We have characterized FRK-1, a homologue of the mammalian Fer non-receptor tyrosine kinase, and found it to be required for differentiation and maintenance of epithelial cell types, including the stem cell-like seam cells of the hypodermis. A genomic knockout of
frk-1, allele
ok760, results in severely uncoordinated larvae that arrest at the L1 stage. Homozygous
frk-1(
ok760) larvae have an excess number of lateral hypodermal cells which appear to have lost asymmetry in the stem cell-like divisions of the seam cell lineage.
frk-1(
ok760) mutants immunostained with the epithelial adherens junction marker, MH27, show that the lateral hypodermal cells are abnormally shaped and smaller in size (during division), similar to the anterior daughter of a normal asymmetric seam cell division.

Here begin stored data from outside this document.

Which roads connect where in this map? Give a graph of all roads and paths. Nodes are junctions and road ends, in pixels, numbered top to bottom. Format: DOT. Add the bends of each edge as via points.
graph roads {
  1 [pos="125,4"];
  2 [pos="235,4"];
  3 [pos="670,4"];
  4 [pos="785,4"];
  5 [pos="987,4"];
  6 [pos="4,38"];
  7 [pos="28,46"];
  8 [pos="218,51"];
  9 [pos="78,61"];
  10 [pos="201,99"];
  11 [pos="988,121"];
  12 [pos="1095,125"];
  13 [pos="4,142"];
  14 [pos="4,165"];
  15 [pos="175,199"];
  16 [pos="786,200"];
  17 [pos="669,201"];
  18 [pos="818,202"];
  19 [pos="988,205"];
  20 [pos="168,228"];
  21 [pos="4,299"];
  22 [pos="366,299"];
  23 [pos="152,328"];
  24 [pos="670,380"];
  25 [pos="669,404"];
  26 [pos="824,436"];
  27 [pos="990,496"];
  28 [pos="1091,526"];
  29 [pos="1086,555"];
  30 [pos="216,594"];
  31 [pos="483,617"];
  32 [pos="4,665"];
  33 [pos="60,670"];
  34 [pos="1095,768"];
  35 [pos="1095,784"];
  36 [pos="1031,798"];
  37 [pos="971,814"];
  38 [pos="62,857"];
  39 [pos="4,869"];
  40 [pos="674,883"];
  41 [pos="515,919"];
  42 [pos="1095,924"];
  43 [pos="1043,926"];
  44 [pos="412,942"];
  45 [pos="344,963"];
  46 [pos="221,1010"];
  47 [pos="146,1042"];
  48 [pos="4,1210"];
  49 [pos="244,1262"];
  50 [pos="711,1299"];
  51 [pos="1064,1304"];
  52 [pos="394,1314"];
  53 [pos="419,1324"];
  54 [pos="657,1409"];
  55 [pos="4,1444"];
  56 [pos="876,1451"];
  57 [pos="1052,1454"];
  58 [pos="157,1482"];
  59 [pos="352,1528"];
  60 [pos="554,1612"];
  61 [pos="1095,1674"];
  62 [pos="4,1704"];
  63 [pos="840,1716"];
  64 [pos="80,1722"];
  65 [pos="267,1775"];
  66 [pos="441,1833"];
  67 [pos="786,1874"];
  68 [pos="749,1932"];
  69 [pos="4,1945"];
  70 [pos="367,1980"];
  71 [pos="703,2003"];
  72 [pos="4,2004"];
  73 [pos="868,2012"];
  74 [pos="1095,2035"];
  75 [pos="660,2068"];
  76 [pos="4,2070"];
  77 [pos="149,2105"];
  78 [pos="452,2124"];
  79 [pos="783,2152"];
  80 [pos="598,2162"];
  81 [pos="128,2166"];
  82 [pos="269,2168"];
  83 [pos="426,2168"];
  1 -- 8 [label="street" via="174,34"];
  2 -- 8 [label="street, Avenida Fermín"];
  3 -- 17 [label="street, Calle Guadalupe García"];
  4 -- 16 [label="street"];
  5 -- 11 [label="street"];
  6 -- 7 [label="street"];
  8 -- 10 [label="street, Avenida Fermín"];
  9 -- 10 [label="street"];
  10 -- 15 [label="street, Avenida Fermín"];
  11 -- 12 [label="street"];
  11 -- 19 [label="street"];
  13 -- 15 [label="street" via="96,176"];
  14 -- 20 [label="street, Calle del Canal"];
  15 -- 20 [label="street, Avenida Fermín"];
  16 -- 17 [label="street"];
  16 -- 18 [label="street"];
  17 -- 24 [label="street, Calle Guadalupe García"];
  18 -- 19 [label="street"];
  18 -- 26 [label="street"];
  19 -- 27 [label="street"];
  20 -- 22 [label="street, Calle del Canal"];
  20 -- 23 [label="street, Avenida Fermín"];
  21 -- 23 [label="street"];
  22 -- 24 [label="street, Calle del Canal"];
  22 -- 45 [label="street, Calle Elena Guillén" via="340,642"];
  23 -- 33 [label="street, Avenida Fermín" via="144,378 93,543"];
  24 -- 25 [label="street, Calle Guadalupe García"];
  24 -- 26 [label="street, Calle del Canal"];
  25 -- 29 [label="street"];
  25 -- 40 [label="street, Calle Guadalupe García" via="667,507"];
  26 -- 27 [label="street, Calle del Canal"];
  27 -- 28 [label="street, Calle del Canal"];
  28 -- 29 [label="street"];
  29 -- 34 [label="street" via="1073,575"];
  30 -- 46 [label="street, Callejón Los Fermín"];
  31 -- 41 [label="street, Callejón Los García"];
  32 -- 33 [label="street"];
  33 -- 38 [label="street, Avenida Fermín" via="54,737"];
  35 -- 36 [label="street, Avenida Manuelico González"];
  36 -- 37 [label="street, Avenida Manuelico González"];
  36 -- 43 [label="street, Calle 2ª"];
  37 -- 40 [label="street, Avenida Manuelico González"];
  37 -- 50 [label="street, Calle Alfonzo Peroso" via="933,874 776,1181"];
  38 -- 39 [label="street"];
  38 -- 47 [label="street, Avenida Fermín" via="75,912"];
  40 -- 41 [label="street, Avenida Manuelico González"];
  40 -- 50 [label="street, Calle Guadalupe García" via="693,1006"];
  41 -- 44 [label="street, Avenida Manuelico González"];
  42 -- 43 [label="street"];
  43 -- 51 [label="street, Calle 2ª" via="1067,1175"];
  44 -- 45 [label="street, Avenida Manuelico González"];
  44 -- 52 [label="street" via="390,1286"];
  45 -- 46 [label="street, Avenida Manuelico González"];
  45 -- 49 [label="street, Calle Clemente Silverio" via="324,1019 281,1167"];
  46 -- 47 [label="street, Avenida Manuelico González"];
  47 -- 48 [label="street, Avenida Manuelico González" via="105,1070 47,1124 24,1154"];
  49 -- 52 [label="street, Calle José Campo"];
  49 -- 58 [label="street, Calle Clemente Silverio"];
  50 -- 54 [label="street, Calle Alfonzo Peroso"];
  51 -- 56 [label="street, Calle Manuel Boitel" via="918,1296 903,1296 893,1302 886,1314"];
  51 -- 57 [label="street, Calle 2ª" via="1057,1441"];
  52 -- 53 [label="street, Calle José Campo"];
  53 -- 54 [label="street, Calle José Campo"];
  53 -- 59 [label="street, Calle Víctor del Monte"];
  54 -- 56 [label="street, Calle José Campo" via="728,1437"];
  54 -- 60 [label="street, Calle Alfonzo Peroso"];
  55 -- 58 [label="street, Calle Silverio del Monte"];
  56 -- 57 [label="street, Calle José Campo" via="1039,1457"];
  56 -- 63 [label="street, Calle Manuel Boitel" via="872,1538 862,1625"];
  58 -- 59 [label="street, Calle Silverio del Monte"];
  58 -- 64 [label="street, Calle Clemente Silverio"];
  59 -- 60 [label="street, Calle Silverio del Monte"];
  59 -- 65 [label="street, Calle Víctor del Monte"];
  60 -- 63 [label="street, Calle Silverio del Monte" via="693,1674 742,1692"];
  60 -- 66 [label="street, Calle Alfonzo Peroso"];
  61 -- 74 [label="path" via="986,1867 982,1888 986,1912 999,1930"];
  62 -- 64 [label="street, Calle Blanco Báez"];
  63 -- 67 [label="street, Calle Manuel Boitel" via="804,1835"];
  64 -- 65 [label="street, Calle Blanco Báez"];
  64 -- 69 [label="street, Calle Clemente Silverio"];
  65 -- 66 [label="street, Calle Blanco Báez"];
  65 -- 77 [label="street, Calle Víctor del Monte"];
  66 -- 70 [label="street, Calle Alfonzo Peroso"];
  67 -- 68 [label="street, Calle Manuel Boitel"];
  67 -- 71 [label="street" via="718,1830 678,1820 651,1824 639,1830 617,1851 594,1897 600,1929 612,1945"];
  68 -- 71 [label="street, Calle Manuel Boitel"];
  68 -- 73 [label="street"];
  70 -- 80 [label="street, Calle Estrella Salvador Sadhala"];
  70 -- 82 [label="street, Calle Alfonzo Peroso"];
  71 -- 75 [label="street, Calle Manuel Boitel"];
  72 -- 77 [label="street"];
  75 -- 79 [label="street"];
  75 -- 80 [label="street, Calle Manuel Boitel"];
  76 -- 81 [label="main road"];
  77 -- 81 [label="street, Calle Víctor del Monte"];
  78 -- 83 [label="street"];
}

Although we have observed an increase in seam cell nuclei using scm::GFP, we have also detected a general loss of alae formation. Additionally, we have observed a significant change in the expression of key heterochronic regulators in
frk-1(
ok760) mutants. However, crossing
frk-1(
ok760) with transgenic reporter lines containing non-seam hypodermal GFP markers, such as
elt-3, and later markers, such as
col-19, show the lateral hypodermal cells do not precociously differentiate as adult-
hyp7 cells. Finally, our data also show a clear role for FRK-1 in seam cell proliferation, as eliminating FRK-1 via RNAi during the L3-L4 transition results in supernumerary seam cell nuclei, that is dependent on asymmetric Wnt signaling. Specifically, we observe aberrant POP-1 and WRM-1 localization that is dependent on the presence of FRK-1 and APR-1. We are currently investigating the dependence on FRK-1 kinase activity and FRK-1 interactions in the nucleus during mitosis for the stem cell-like self-renewal exhibited by seam cells during post-embryonic development. Overall, our data suggest a requirement for FRK-1 in maintaining the identity and proliferation of seam cells primarily through an interaction with the asymmetric Wnt signaling mechanism.